Przed nimi w czerwcu 1997 roku na jeden mecz selekcjonerem został Krzysztof Pawlak, a więc były piłkarz Lecha Poznań, który w latach 80-tych zdobył 2 mistrzostwa i 3 puchary krajowe. Pawlak poprowadził biało-czerwonych w wygranym spotkaniu z Gruzją 4:1 w ramach eliminacji do Mistrzostw Świata we Francji. Wcześniej w latach 90-tych już po sukcesach z Kolejorzem selekcjonerem naszej reprezentacji był zasłużony trener w historii Lecha Poznań, Henryk Apostel. To drugi najbardziej utytułowany szkoleniowiec w historii Lecha Poznań, wygrał z nami Superpuchar Polski, a także 2 tytuły Mistrza Polski w tym ten najpewniej zdobyty w sezonie 1991/1992.
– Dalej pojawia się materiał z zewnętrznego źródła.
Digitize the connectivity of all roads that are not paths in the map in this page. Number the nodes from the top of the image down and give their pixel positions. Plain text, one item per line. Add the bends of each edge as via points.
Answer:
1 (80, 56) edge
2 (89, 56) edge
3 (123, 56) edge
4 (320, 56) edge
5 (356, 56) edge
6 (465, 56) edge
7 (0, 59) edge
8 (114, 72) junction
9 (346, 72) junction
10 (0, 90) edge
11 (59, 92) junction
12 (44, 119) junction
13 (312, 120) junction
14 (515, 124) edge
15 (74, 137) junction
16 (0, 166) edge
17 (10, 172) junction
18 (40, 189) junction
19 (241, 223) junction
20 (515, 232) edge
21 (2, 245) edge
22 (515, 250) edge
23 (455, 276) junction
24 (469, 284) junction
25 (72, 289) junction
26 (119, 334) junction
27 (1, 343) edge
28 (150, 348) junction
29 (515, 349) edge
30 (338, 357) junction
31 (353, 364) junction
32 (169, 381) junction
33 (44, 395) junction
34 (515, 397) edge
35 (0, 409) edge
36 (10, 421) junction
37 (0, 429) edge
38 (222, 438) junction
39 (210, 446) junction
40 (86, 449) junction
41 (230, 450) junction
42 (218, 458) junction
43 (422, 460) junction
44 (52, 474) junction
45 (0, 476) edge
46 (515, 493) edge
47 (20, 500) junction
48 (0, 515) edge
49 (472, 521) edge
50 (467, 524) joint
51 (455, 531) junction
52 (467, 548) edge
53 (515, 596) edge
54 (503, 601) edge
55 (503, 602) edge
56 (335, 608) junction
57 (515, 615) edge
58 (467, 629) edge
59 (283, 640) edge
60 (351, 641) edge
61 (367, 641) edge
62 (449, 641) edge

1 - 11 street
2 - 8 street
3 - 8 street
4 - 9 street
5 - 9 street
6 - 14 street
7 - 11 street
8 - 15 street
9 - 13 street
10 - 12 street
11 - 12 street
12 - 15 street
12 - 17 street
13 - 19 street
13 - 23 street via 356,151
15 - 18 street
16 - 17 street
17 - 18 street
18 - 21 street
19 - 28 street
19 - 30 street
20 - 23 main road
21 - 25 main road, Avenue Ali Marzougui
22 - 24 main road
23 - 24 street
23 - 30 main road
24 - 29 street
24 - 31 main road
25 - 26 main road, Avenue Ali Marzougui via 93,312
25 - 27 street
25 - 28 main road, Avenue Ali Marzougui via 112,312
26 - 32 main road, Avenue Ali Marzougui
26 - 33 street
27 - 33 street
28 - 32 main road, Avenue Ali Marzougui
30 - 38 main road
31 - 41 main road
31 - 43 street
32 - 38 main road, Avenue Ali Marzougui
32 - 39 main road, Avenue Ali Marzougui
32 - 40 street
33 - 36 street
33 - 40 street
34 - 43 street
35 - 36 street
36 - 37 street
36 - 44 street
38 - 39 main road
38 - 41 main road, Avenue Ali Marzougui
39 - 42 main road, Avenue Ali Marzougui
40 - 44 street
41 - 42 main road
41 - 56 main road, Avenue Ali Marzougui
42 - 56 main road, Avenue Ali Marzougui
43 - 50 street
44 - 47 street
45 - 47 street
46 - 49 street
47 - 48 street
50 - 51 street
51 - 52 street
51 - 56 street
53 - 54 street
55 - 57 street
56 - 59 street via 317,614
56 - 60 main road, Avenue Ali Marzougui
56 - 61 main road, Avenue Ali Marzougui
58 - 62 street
Henryk Apostel był selekcjonerem przez 2 lata (1993-1995), nie awansował z kadrą Polski na Mistrzostwa Europy 1996, które odbywały się w Anglii. Przed nim z biało-czerwonymi pracował najbardziej utytułowany trener w historii Kolejorza, Wojciech Łazarek (2 mistrzostwa, 2 puchary w tym dublet 38 lat temu). Legendarny szkoleniowiec Lecha Poznań został selekcjonerem 1,5 roku po opuszczeniu Bułgarskiej. Z kadrą mu nie poszło, w ciągu 3 lat nie dał rady dostać się na mundial oraz na Mistrzostwa Europy.

null

> Śmietnik Kibica – (komentuj nie na temat) <





2 komentarze

  1. leftt pisze:

    Czyli nie było trenera, który poradziłby sobie w Lechu i reprezentacji. Baryła jest u nas legendą, ale powiedzmy sobie z ręką na sercu, że jego kadencja w reprezentacji to był żart. Najbliżej sukcesu był Apostel, zdarzały się nawet fajne mecze. Ale pamiętamy, jak się skończyło. Smuda, Nawałka – kompletne porażki, odpowiednio w reprezentacji i w Lechu.
    No i przypominam, że Brzęczek też grał jeden sezon w Lechu.

  2. Levin_9 pisze:

    Spośród tej szóstki chyba najbardziej z Wielkopolską związany jest Krzysztof Pawlak. Wychowanek Calisii Kalisz do nas przyszedł z Warty, i u zielonych zakończył karierę po powrocie z zagranicy. W październiku Wojciech Łazarek skończy 85 lat, jaki lepszy prezent od klubu mógłby otrzymać niż dublet na stulecie, a przynajmniej tytuł.